Para leer a Buzz Lightyear

Alfama editorial publica un estudio de Marcela Croce sobre el trasfondo ideológico del cine infantil de Hollywood

Buzz Lightyear, personaje animado de 'Toy Story' y con franquicia propia.
Manuel J. Lombardo

25 de noviembre 2008 - 05:00

En aquel seminal Para leer al Pato Donald (1972), Dorfman y Mattelart nos advertían, desde el rincón académico de la crítica cultural de raíz marxista, de la potente carga racista (e imperialista) inherente a los dibujos animados de Disney: sus "inocentes" películas infantiles -argumentaban- no sólo saqueaban todo el folclore, los cuentos de hadas y la literatura de los siglos XIX y XX, sino que hacían lo propio con la geografía mundial reduciendo al otro a una mera caricatura exótica.

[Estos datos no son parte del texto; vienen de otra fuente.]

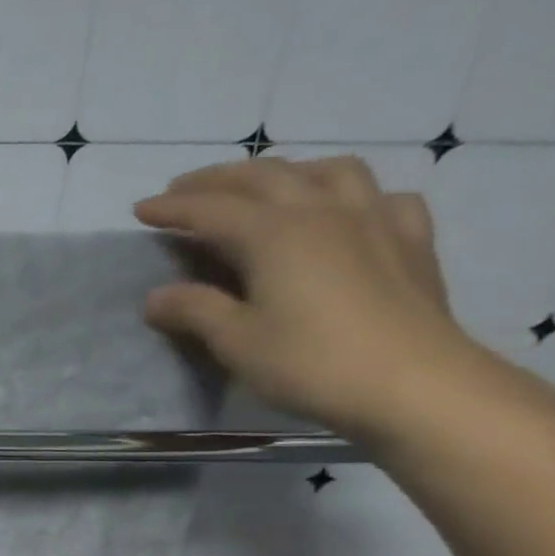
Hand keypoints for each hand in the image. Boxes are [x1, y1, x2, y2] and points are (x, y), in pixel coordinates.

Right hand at [133, 155, 486, 439]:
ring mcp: (375, 220)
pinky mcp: (411, 241)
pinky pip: (382, 197)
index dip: (172, 207)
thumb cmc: (311, 363)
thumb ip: (195, 310)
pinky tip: (346, 213)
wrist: (414, 384)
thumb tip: (157, 297)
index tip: (140, 209)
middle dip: (218, 179)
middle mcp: (323, 211)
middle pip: (265, 176)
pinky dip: (352, 196)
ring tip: (265, 188)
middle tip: (184, 190)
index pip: (211, 209)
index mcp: (274, 234)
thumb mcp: (237, 341)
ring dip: (288, 172)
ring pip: (329, 171)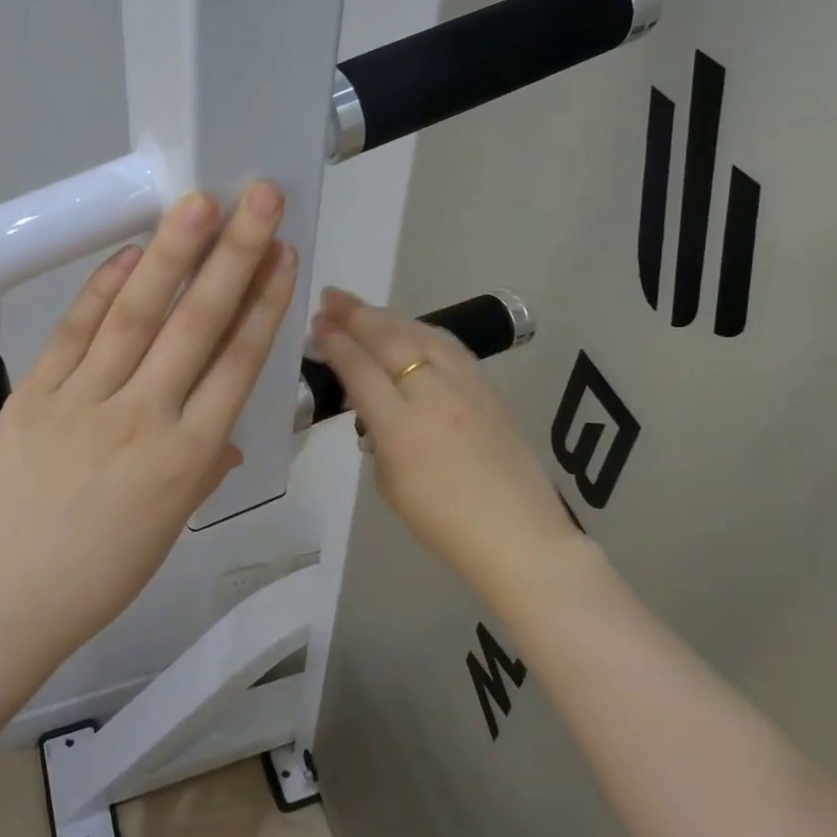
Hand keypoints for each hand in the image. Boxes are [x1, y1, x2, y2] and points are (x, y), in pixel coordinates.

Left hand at [0, 184, 297, 650]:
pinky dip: (103, 288)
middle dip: (234, 255)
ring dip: (172, 253)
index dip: (264, 303)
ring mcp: (86, 401)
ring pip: (137, 314)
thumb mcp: (171, 525)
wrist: (7, 597)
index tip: (283, 254)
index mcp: (190, 458)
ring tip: (199, 202)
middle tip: (259, 198)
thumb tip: (224, 435)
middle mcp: (146, 417)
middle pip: (197, 324)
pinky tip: (130, 252)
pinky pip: (76, 332)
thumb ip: (203, 467)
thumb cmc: (101, 573)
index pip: (238, 363)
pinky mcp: (37, 395)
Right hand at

Si la animación contemporánea se ha transfigurado hacia el virtuosismo tecnológico y las narrativas autoconscientes destinadas a integrar también al público adulto y agasajar su nostalgia de la infancia, desde el interior de sus discursos se siguen proyectando mensajes e imágenes que, según la profesora argentina Marcela Croce, consolidan y prolongan los intereses de la "política exterior norteamericana" a través de numerosos estereotipos: "El objetivo de la meca del cine es convertir tales imaginerías en fantasías colectivas, uniformes, reguladas". Así, si en Aladdin aparece representado un mundo árabe saturado de rasgos negativos (el clima, la geografía desierta, el árabe estafador o el sultán tonto), Mulan o la más reciente Kung Fu Panda borran de China todo contexto relacionado con el comunismo o su actual deriva capitalista para potenciar su imagen más exótica o legendaria acudiendo a los géneros populares como único marco de referencias.

Bajo esta premisa de permanente sospecha, la autora sigue la pista de los mensajes e ideario que se esconden tras Toy Story, Bichos, Monsters, Robots, Shrek, Buscando a Nemo, Tarzán, Dinosaurio, Madagascar, Cars o Bee Movie, para concluir que el verdadero plan de propaganda que emerge de todos estos títulos no es otro que "garantizar mediante los recursos abusivos de la superestructura la estabilidad de un orden estructural" y perpetuar las dinámicas del consumo en cadena de productos (juguetes, libros, DVD, refrescos, hamburguesas o viajes a Disneyland) derivados de la película-reclamo.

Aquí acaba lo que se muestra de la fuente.